Friedman: To Trump on Venezuela: You break it, you own it
Briefly

Friedman: To Trump on Venezuela: You break it, you own it
"By providing only air cover for the rebels, our intervention left the situation on the ground to the local competing forces, tribes and militias, which were divided then and remain divided to this day. Nearly 15 years later, Libya is still a mess, with two governments vying for control, and it's still a dangerous jumping-off point for refugees and migrants from Africa across the Mediterranean into Europe."

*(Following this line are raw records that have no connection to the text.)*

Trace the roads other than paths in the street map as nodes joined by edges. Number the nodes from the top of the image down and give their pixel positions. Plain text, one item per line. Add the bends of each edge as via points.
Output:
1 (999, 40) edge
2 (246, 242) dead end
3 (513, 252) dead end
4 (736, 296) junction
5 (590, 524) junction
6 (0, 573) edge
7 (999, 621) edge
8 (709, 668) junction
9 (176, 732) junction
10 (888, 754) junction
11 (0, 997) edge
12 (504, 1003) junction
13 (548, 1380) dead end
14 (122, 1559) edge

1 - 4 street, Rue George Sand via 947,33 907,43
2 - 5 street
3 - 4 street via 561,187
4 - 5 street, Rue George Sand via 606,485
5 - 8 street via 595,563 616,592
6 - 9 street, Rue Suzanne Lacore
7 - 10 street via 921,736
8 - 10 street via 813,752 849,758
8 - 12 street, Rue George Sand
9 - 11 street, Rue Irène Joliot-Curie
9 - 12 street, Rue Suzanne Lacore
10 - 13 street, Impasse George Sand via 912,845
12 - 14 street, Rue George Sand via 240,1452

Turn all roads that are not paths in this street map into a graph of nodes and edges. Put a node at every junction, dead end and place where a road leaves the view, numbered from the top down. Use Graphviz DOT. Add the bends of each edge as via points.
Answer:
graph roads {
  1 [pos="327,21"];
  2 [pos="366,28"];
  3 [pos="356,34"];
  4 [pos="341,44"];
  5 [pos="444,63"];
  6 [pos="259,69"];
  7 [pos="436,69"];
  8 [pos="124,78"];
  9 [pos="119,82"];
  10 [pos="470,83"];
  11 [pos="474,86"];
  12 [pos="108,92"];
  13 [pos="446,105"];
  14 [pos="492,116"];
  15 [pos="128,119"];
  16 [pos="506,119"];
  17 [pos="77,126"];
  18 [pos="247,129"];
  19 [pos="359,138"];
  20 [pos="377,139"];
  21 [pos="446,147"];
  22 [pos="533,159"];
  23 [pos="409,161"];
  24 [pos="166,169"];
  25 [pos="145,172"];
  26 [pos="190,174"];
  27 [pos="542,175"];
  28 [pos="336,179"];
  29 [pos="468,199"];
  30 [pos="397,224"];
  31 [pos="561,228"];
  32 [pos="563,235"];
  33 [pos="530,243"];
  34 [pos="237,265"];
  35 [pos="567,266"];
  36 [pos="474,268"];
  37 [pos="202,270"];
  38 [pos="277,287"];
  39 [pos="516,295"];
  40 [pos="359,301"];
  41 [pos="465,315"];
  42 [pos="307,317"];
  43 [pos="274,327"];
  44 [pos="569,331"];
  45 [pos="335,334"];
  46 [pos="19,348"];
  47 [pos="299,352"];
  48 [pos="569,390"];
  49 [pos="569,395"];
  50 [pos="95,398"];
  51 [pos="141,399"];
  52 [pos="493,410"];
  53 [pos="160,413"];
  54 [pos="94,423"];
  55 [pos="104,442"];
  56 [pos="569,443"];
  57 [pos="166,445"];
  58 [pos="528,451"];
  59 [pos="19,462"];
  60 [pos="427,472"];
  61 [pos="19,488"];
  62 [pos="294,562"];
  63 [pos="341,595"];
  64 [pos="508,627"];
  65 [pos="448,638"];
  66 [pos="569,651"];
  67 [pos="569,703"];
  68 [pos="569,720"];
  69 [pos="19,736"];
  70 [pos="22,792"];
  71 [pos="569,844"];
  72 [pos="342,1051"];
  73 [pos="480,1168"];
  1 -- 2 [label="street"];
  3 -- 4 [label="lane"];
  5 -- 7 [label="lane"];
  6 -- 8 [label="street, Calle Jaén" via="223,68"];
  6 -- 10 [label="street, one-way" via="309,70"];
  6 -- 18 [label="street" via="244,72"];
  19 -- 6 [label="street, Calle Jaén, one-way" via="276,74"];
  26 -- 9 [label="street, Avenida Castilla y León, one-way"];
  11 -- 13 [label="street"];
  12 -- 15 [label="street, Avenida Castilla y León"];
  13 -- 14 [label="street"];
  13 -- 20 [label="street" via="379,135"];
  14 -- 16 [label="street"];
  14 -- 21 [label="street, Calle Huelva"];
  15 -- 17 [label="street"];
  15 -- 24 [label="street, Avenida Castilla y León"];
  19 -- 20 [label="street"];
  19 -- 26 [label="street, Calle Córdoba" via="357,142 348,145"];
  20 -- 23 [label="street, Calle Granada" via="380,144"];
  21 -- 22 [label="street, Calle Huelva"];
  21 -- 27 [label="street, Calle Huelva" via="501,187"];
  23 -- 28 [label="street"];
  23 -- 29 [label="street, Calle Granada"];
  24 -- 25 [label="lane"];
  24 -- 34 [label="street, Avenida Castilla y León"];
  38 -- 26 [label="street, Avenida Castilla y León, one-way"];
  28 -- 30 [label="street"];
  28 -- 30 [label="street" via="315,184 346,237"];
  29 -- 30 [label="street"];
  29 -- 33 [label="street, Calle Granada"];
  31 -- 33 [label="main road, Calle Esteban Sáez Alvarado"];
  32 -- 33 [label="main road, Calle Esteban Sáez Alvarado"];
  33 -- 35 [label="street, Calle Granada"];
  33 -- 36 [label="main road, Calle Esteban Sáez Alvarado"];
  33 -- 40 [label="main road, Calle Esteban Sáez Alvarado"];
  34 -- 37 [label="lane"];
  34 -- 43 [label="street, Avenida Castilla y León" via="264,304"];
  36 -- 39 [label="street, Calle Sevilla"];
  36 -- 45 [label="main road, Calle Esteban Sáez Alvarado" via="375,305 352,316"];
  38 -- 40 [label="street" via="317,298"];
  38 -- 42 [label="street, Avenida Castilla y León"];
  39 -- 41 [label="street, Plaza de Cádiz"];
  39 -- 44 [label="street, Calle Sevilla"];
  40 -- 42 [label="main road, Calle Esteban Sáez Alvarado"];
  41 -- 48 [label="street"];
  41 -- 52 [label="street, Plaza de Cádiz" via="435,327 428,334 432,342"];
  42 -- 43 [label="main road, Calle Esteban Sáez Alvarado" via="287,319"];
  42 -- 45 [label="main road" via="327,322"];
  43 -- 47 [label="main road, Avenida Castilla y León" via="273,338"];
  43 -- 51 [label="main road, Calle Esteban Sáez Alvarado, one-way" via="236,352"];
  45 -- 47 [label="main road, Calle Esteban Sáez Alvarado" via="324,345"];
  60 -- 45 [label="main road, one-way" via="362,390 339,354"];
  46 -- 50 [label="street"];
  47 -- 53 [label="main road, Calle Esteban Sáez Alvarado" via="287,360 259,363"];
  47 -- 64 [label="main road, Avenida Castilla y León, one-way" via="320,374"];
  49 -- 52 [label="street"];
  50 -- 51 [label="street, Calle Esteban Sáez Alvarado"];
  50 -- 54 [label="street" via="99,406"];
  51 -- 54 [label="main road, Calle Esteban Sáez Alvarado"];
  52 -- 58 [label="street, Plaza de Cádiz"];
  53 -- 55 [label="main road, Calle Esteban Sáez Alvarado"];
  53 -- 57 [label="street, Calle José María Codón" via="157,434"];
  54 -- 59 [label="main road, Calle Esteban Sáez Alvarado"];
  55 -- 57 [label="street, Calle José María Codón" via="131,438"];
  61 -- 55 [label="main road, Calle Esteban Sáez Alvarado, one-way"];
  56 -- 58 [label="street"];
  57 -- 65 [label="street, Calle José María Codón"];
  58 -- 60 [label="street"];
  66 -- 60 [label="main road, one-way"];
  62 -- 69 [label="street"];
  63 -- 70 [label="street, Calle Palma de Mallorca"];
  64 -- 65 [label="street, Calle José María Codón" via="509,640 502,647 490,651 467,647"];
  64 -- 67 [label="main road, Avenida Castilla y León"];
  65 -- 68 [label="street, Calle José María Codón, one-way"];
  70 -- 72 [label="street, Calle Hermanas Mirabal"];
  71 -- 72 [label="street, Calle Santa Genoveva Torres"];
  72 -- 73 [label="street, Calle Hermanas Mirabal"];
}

"I don't know Libya, I wrote at the time, but my gut tells me that any kind of decent outcome there will require boots on the ground either as military help for the rebels to oust Gadhafi as we want, or as post-Gadhafi peacekeepers and referees between tribes and factions to help with any transition to democracy. Those boots cannot be ours."
The removal of Nicolás Maduro creates deep uncertainty about Venezuela's political future and the range of U.S. options. Past air-only interventions, notably NATO's 2011 Libyan campaign, toppled Gadhafi but left no ground forces to manage post-conflict stabilization. The lack of boots on the ground allowed competing militias, tribes, and factions to vie for power, producing persistent fragmentation, dual governments, and migration flows across the Mediterranean. Direct U.S. occupation is infeasible, yet shaping outcomes without a ground presence risks creating a power vacuum and long-term instability. Strategic alternatives must account for limited influence absent on-the-ground forces and potential regional consequences.